In this context, though, Microsoft MVP Rick Strahl points out that .NET Standard should be understood as a specification describing “what a specific implementation like .NET Core, Mono, Xamarin or .NET 4.6 has to implement - at minimum - in terms of API surface”. In other words, .NET Standard is not an implementation, but it is implemented by .NET concrete platforms. For example, .NET Core, he writes, implement the current .NET Standard version, 1.6, while he expects that .NET Core 1.2 will match very closely .NET Standard 2.0, which will be a strict superset of .NET Standard 1.6.

To help explain what .NET Standard 2.0 is, Strahl compares it to the core .NET Base Class Library (BCL) in its aim to provide core operating system, runtime and language services. Those include the basic type system, runtime loading and querying operations, network and file I/O, and some additional APIs like System.Data. Accordingly, application frameworks such as ASP.NET, WinForms, WPF, etc., are not part of .NET Standard but are built on top of it.

From the implementation point of view, .NET Standard takes a slightly different approach than classic .NET. Indeed, each platform-specific implementation of .NET Standard also provides a .NET Standard DLL that acts as a type forwarder. Applications only reference the type provider DLL, which in turn forwards the reference to the appropriate assembly providing the implementation.

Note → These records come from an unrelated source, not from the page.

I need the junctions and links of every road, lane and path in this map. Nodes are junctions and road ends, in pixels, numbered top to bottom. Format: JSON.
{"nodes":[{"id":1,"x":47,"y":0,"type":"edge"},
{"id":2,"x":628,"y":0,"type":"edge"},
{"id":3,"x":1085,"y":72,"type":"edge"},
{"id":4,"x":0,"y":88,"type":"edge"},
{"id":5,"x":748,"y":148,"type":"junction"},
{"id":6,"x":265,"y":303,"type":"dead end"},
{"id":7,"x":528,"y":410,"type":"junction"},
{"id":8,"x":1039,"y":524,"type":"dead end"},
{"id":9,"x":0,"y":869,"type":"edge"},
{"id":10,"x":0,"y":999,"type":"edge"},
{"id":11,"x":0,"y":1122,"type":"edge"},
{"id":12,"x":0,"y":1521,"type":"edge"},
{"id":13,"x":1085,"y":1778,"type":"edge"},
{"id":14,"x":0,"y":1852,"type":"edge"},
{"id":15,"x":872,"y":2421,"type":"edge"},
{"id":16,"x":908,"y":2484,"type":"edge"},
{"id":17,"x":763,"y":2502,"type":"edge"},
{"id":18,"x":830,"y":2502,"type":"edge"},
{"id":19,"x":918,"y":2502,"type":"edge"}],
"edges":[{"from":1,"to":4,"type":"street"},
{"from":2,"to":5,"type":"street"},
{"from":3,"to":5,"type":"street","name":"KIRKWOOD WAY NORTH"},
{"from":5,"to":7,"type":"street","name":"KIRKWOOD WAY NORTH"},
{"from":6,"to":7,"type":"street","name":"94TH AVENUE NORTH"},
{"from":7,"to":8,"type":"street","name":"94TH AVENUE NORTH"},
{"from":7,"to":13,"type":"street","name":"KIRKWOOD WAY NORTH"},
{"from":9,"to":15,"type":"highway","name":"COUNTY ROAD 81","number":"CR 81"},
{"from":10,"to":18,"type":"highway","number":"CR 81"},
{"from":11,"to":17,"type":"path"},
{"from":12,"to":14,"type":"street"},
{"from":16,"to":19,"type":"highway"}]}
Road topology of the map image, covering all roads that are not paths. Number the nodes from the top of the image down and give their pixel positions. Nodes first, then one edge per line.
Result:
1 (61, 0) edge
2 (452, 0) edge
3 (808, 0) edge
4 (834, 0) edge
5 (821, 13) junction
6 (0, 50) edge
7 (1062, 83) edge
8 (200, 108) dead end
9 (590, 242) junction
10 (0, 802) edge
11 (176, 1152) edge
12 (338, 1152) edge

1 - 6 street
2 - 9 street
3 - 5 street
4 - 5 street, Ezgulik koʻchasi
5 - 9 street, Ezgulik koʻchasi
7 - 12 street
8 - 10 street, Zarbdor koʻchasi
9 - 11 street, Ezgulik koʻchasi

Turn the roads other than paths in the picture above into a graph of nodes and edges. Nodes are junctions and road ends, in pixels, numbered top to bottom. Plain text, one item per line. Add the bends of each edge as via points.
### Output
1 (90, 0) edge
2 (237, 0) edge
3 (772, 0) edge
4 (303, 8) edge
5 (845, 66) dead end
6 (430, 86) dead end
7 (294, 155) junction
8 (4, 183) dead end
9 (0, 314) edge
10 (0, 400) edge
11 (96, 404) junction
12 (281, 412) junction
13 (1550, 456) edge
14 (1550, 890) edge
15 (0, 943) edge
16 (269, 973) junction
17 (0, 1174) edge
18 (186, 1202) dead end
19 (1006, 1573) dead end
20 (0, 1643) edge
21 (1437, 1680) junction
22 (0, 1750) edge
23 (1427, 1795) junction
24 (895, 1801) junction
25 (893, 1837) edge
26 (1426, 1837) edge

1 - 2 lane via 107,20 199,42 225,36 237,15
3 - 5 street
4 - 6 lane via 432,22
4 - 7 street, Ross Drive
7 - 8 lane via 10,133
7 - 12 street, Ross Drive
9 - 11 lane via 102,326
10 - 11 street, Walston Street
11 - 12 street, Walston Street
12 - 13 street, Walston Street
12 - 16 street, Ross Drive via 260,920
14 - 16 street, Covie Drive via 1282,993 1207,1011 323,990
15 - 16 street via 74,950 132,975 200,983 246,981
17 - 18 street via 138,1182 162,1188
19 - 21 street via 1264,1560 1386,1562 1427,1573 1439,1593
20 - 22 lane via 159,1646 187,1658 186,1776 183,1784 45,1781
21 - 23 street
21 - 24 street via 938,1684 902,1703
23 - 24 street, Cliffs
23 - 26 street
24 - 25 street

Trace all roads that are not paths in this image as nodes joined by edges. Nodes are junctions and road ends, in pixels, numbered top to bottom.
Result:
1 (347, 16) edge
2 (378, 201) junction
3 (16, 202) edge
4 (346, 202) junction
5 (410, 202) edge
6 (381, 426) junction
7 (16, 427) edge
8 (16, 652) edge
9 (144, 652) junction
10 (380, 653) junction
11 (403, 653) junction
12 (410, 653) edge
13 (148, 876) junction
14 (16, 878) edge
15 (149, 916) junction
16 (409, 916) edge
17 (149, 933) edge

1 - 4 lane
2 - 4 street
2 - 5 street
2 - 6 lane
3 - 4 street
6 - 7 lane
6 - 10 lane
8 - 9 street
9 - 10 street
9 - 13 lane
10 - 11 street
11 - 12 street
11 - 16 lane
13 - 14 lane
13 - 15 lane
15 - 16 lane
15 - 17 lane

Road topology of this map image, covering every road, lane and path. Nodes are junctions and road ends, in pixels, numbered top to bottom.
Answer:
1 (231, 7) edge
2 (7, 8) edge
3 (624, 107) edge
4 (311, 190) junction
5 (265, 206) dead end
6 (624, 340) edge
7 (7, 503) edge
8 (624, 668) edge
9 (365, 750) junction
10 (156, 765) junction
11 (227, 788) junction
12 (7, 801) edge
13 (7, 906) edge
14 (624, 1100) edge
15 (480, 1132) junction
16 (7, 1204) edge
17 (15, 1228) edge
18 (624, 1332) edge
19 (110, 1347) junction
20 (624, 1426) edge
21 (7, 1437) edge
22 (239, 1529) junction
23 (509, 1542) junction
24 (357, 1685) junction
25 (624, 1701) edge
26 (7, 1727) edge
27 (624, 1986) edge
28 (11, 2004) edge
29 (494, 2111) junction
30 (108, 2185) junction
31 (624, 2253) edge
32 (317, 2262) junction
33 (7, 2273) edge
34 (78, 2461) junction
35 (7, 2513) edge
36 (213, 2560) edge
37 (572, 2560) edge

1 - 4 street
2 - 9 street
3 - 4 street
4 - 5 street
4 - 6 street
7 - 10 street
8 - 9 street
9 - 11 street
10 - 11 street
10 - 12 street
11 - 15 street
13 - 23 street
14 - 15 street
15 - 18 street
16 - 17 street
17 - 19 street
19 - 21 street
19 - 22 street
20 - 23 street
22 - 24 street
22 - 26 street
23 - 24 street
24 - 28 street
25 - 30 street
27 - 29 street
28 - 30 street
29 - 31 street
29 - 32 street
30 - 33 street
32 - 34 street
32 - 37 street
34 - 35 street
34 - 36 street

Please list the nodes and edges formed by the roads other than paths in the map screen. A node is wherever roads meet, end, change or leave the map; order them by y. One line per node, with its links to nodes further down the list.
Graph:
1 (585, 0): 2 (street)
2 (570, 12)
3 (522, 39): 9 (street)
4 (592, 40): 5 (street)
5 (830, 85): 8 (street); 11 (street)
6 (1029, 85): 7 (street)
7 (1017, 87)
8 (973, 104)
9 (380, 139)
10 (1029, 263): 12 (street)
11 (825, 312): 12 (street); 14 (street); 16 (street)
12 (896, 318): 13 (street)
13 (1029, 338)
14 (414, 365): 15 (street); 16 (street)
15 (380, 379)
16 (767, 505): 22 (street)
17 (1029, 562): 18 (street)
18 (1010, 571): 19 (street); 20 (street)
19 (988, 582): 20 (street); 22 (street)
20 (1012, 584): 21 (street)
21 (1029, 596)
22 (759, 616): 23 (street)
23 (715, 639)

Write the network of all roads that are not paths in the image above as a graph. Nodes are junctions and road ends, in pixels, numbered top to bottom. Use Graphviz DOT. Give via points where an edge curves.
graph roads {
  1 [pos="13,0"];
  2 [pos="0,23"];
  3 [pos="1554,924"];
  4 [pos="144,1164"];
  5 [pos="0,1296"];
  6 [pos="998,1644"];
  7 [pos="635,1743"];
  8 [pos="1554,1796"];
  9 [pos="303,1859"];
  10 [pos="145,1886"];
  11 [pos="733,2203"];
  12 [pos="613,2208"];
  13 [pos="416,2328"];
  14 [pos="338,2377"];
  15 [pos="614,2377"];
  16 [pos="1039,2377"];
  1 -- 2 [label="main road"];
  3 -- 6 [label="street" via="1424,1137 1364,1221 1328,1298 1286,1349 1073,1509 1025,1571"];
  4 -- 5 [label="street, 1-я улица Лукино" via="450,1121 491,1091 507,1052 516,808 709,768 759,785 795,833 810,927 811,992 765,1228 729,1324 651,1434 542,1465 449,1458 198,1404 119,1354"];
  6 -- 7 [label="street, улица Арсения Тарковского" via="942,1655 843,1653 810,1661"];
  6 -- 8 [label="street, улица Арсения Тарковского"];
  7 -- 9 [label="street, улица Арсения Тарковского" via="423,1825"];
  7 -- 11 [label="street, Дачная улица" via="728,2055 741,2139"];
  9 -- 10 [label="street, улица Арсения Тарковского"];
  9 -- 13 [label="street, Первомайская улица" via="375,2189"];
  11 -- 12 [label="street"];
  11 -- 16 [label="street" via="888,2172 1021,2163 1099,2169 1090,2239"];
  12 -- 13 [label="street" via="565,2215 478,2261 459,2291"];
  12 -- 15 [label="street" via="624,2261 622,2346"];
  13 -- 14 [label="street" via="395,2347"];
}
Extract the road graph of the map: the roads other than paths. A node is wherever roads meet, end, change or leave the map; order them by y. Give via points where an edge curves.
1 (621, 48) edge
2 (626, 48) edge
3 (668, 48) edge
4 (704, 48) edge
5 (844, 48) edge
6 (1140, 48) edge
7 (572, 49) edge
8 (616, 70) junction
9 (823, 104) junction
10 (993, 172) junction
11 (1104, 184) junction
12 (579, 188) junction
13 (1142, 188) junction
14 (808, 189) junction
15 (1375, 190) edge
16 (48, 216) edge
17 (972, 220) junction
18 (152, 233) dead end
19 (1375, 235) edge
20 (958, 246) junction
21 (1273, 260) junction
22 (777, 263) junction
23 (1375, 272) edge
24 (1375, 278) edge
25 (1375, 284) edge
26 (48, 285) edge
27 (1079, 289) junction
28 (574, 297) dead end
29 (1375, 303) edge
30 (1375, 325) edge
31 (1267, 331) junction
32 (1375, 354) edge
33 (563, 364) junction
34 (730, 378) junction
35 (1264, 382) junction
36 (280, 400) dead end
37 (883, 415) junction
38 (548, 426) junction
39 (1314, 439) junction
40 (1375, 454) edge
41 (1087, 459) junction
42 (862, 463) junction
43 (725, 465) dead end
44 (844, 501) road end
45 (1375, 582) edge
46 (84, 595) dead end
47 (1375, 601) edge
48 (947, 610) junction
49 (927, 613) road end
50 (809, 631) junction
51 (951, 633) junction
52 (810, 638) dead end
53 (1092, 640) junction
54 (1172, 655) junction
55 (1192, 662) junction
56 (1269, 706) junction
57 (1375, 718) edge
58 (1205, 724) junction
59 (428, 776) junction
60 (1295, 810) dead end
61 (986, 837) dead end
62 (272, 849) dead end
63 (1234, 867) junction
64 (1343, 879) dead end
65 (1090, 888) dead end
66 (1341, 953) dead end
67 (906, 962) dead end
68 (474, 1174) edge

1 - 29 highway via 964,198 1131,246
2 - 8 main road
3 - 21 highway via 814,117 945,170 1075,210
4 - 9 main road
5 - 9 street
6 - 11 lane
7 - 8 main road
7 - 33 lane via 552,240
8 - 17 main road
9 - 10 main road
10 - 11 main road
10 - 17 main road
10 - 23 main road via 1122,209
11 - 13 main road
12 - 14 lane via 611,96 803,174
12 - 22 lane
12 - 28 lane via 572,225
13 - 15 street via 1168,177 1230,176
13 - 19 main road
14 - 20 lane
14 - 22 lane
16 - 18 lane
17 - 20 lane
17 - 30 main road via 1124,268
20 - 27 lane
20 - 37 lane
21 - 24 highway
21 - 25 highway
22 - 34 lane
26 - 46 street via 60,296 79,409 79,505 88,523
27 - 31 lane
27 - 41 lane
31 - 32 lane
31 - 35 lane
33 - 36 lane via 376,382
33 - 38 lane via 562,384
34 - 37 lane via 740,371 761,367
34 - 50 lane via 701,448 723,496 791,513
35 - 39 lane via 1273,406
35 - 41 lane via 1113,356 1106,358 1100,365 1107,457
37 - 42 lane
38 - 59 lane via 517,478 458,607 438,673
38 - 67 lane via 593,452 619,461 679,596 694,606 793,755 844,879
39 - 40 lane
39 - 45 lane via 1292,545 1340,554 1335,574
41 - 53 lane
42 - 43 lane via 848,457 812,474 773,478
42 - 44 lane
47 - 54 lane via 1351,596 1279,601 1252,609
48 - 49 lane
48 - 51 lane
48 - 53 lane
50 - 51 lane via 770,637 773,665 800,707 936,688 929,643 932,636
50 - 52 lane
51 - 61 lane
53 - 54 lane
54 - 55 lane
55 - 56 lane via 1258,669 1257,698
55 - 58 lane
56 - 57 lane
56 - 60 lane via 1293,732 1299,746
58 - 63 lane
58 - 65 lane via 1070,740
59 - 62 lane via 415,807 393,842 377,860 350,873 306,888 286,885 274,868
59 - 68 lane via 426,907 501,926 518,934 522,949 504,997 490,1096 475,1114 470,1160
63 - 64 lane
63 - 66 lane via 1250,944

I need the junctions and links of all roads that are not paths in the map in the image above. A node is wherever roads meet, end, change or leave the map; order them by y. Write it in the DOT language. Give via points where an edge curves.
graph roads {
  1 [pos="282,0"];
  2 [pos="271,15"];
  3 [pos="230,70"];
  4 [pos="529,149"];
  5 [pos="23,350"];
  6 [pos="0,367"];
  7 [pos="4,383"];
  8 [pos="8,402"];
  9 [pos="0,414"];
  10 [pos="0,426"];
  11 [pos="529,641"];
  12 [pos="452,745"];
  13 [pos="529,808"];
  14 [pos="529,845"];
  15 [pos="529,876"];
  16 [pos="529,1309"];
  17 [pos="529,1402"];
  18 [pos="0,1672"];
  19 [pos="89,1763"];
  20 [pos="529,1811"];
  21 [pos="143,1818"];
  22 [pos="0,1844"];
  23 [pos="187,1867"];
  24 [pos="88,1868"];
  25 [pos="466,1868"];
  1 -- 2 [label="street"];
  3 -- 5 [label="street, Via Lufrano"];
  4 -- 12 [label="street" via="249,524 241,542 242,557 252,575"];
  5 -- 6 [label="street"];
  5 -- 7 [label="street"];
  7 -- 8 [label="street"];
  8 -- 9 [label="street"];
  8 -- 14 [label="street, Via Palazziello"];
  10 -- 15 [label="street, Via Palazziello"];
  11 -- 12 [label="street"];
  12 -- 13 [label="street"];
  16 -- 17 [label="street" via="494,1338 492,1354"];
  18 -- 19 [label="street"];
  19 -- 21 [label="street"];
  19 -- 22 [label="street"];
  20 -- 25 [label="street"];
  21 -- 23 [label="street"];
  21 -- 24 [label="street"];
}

This is similar, in terms of user experience to .NET assemblies, but quite different for implementers, since they can provide separate independent packages instead of a single monolith, as is the case with .NET runtime packages.

.NET Standard 2.0 will more than double the .NET Standard 1.6 API surface, and it is expected to be available at the end of Q1 2017, with a preview release possibly available earlier.